First is to “make climate change personal in your life and do something to change your own habits, reduce your own consumption.”

Then she said, “get angry and get active”

“Get angry with those that have more power – governments, but also businesses,” said Robinson, particularly those within fuel, agriculture and transport. Both corporations and governments, she said, “need that pressure”.

The third step, said Robinson, is to “get active and use your voice, get involved with advocacy groups: Action is the best antidote to climate anxiety.”

Old habits, new metrics required

Behaviour change is fundamental to decarbonisation and Robinson urged people to readopt old habits, such as mending clothes and buying locally produced food and generally “learning to consume much less.”

Governments and economies, she said, should reject GDP as the sole measure of success, and “stop subsidising fossil fuels … across the whole supply chain.

“We have entered a new reality where fossil companies are losing their legitimacy and social licence to operate,” said Robinson. “If governments are to maintain theirs, they must end [fossil] subsidies. Keep it in the ground and invest in clean resources and technologies.”

Hope and fear

Robinson was a keynote speaker at a green business conference organised by InnoEnergy. Taking questions, one delegate asked whether the stance taken by Greta Thunberg and the Extinction Rebellion movement is perhaps counterproductive, too binary for those that feel their life choices are being condemned.

Robinson answered that the existential threat of climate change must be clearly articulated, but that fear may also be tempered with hope.

“I salute her. Every day the news on climate change gets worse. This year the Mauna Loa Observatory in Hawaii detected atmospheric CO2 levels at 415.226ppm. The last time CO2 was that high was 3 million years ago, when global sea levels were much higher,” said Robinson

“Time is of the essence. We need to mobilise. Greta is sixteen years old. She started [the movement] at fifteen. She sees Asperger’s as her strength, [a condition] which means she cannot nuance or change focus,” said Robinson, who remembers first seeing Thunberg as a lone figure with a sign and a backpack.

“She cannot be faulted for the way she has drawn attention to the subject. We need that urgency, but we also need hope and positivity that corporations [are starting to take climate change seriously] and that technology is emerging.”

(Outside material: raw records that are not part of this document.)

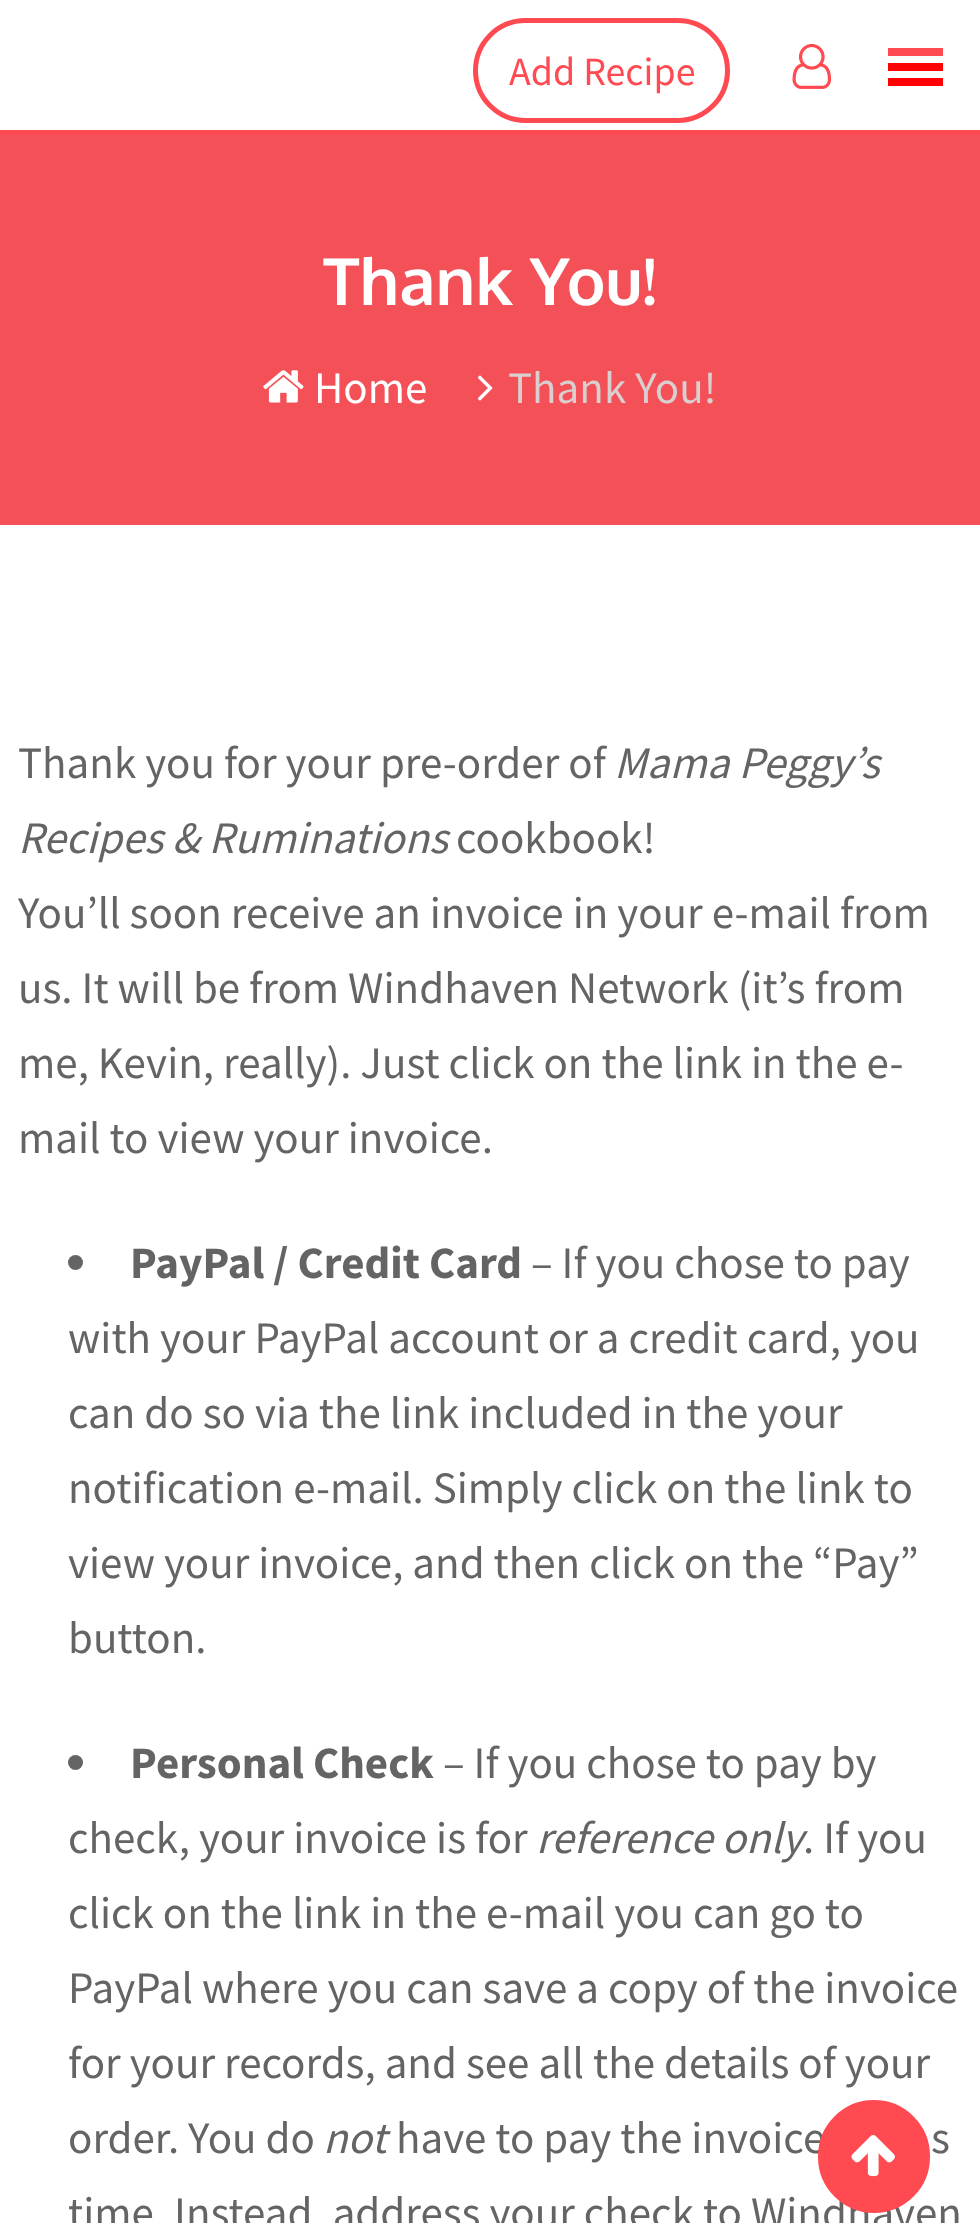 <!DOCTYPE html>
<meta charset="utf-8">
<style>body { margin: 0 } canvas { display: block }</style>
<canvas id="canvas" width="980" height="2223"></canvas>
<script type="module">
  const canvas = document.getElementById("canvas");
  const g = canvas.getContext("2d");
  g.miterLimit = 4;
  g.fontKerning = "normal";
  function drawText(s, x, y, [font, color]) {
    g.font = font;
    g.fillStyle = color;
    g.fillText(s, x, y);
  }
  function fillBox(x, y, w, h, color) {
    g.fillStyle = color;
    g.fillRect(x, y, w, h);
  }
  async function drawPicture(src, x, y, w, h) {
    const img = new Image();
    img.src = src;
    await img.decode();
    g.drawImage(img, x, y, w, h);
  }

  const s1 = ["40px Source Sans Pro", "#FF4A52"];
  const s2 = ["bold 65px Oxygen", "#FFFFFF"];
  const s3 = ["45px Source Sans Pro", "#FFFFFF"];
  const s4 = ["45px Source Sans Pro", "#DACECE"];
  const s5 = ["45px Source Sans Pro", "#646464"];
  const s6 = ["italic 45px Source Sans Pro", "#646464"];
  const s7 = ["bold 45px Source Sans Pro", "#646464"];

  fillBox(0, 0, 980, 2223, "#FFFFFF");
  await drawPicture("pic1.png", 792, 43, 40, 46);
  fillBox(0, 130, 980, 5, "#FF4A52");
  fillBox(888, 48, 55, 8, "#FF4A52");
  fillBox(888, 63, 55, 8, "#FF0302");
  fillBox(888, 78, 55, 8, "#FF0302");
  g.beginPath();
  g.roundRect(475.5, 20.5, 252, 100, 50);
  g.strokeStyle = "#FF4A52";
  g.lineWidth = 5;
  g.stroke();
  drawText("Add Recipe", 509, 85, s1);
  fillBox(0, 135, 980, 390, "#F35057");
  drawText("Thank You!", 323, 305, s2);
  await drawPicture("pic2.png", 263, 370, 41, 33);
  drawText("Home", 314, 403, s3);
  await drawPicture("pic3.png", 477, 375, 16, 26);
  drawText("Thank You!", 508, 403, s4);
  drawText("Thank you for your pre-order of", 18, 778, s5);
  drawText("Mama Peggy’s", 614, 778, s6);
  drawText("Recipes & Ruminations", 18, 853, s6);
  drawText("cookbook!", 456, 853, s5);
  drawText("You’ll soon receive an invoice in your e-mail from", 18, 928, s5);
  drawText("us. It will be from Windhaven Network (it’s from", 18, 1003, s5);
  drawText("me, Kevin, really). Just click on the link in the e-", 18, 1078, s5);
  drawText("mail to view your invoice.", 18, 1153, s5);
  g.beginPath();
  g.arc(75.5, 1262.5, 7.5, 0, Math.PI * 2);
  g.fill();
  drawText("PayPal / Credit Card", 130, 1278, s7);
  drawText("– If you chose to pay", 531, 1278, s5);
  drawText("with your PayPal account or a credit card, you", 68, 1353, s5);
  drawText("can do so via the link included in the your", 68, 1428, s5);
  drawText("notification e-mail. Simply click on the link to", 68, 1503, s5);
  drawText("view your invoice, and then click on the “Pay”", 68, 1578, s5);
  drawText("button.", 68, 1653, s5);
  g.beginPath();
  g.arc(75.5, 1762.5, 7.5, 0, Math.PI * 2);
  g.fill();
  drawText("Personal Check", 130, 1778, s7);
  drawText("– If you chose to pay by", 443, 1778, s5);
  drawText("check, your invoice is for", 68, 1853, s5);
  drawText("reference only", 536, 1853, s6);
  drawText(". If you", 803, 1853, s5);
  drawText("click on the link in the e-mail you can go to", 68, 1928, s5);
  drawText("PayPal where you can save a copy of the invoice", 68, 2003, s5);
  drawText("for your records, and see all the details of your", 68, 2078, s5);
  drawText("order. You do", 68, 2153, s5);
  drawText("not", 323, 2153, s6);
  drawText("have to pay the invoice", 396, 2153, s5);
  drawText("s", 931, 2153, s5);
  drawText("time. Instead, address your check to Windhaven", 68, 2228, s5);
  g.fillStyle = "#FF4A52";
  g.beginPath();
  g.roundRect(820.5, 2102.5, 107, 108, 53.5);
  g.fill();
  g.stroke();
  await drawPicture("pic4.png", 851, 2135, 44, 42);
</script>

Robinson added that climate change is a “man-made problem that requires a feminist solution”, a central theme of her Mothers of Invention podcast.

While the point was delivered lightly, Robinson meant it.

“Man-made” encompasses all genders, she said, and “a feminist solution includes men”.

Tackling climate change, said Robinson, requires “everyone’s involvement. We need a rapid but just transition.”